Search the records for lines with the word "SEATTLE" and copy each match.
─── Extracted information
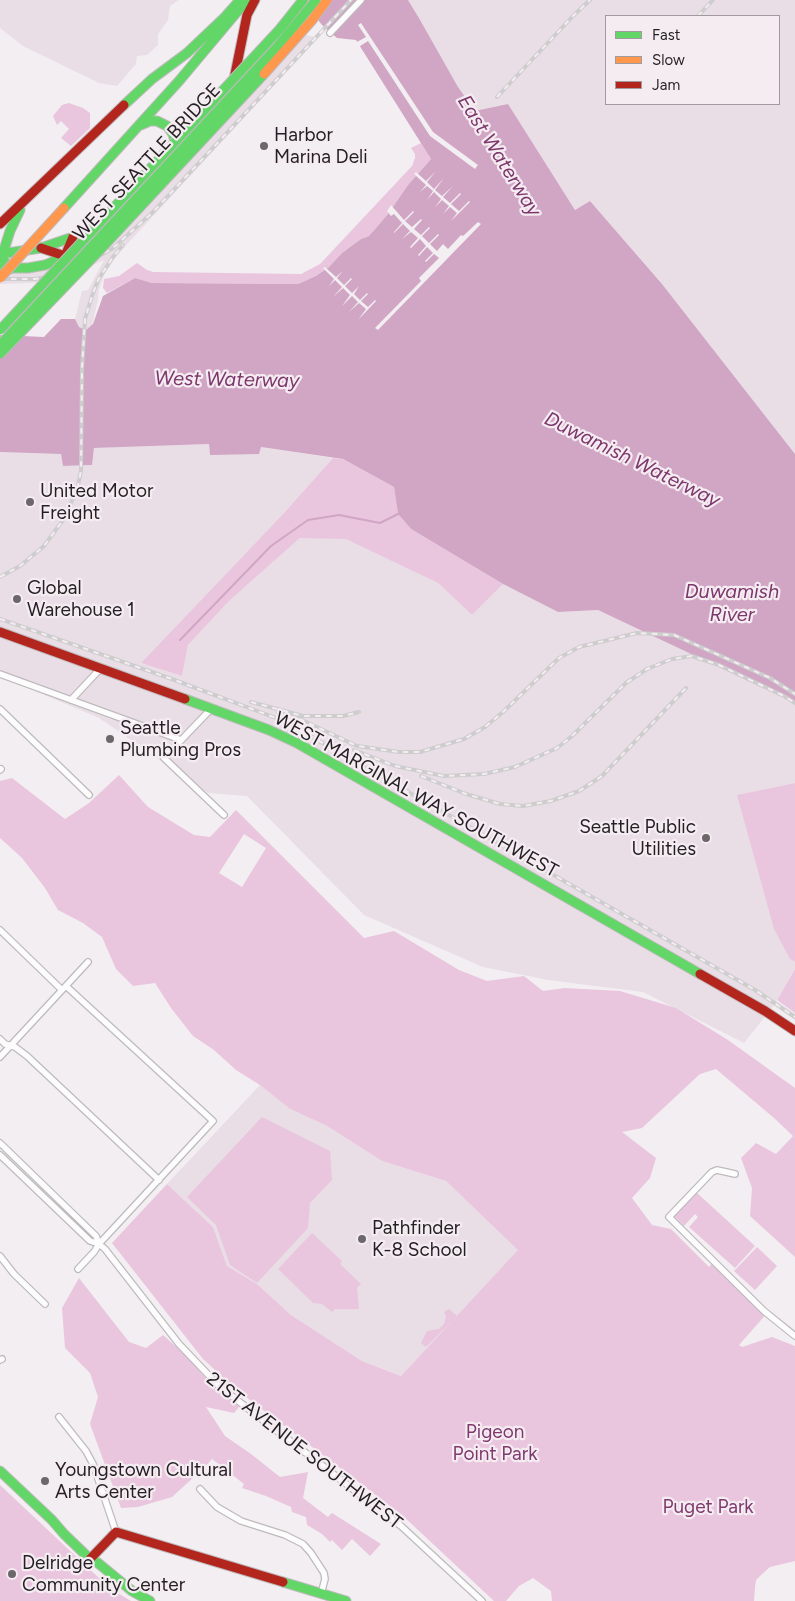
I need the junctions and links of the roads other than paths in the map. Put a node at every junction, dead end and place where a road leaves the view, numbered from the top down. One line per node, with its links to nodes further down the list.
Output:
1 (240, 0): 11 (main road)
2 (246, 0): 9 (main road)
3 (255, 0): 10 (main road)
4 (303, 0): 20 (main road, WEST SEATTLE BRIDGE, bridge)
5 (316, 0): 21 (main road, WEST SEATTLE BRIDGE, bridge)
6 (327, 0): 22 (main road, bridge)
7 (361, 0): 8 (street)
8 (330, 33)
9 (140, 125): 10 (main road); 19 (main road, bridge)
10 (174, 154): 13 (main road); 16 (main road)
11 (29, 197): 12 (main road); 15 (main road)
12 (0, 224)
13 (74, 237): 14 (main road); 16 (main road)
14 (41, 248): 15 (main road); 16 (main road)
15 (2, 253): 18 (main road)
16 (65, 256): 18 (main road)
17 (0, 268): 18 (main road)
18 (10, 269)
19 (0, 278)
20 (0, 330)
21 (0, 345)
22 (0, 354)
23 (0, 632): 24 (main road, WEST MARGINAL WAY SOUTHWEST)
24 (101, 668): 26 (street); 28 (main road, WEST MARGINAL WAY SOUTHWEST)
25 (0, 674): 26 (street)
26 (71, 700): 29 (street)
27 (0, 709): 30 (street)
28 (211, 709): 29 (street); 35 (main road, WEST MARGINAL WAY SOUTHWEST)
29 (181, 740): 31 (street)
30 (89, 795)
31 (224, 815)
32 (0, 930): 34 (street)
33 (88, 962): 34 (street)
34 (64, 988): 37 (street); 42 (street)
35 (795, 1031)
36 (0, 1039): 37 (street)
37 (10, 1046): 38 (street); 42 (street)
38 (0, 1057)
39 (0, 1143): 43 (street, 21ST AVENUE SOUTHWEST)
40 (0, 1155): 43 (street, 21ST AVENUE SOUTHWEST)
41 (735, 1174): 47 (street)
42 (159, 1180): 43 (street)
43 (99, 1244): 45 (street); 56 (street, 21ST AVENUE SOUTHWEST)
44 (0, 1256): 46 (street)
45 (78, 1269)
46 (45, 1304)
47 (795, 1336)
48 (59, 1417): 51 (street)
49 (0, 1471): 52 (main road)
50 (200, 1489): 53 (street)
51 (116, 1532): 52 (main road); 53 (main road)
52 (90, 1559): 54 (main road)
53 (321, 1594): 55 (main road)
54 (150, 1601)
55 (346, 1601)
56 (482, 1601)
──────
- _Response below_:
4 (303, 0): 20 (main road, WEST SEATTLE BRIDGE, bridge)
5 (316, 0): 21 (main road, WEST SEATTLE BRIDGE, bridge)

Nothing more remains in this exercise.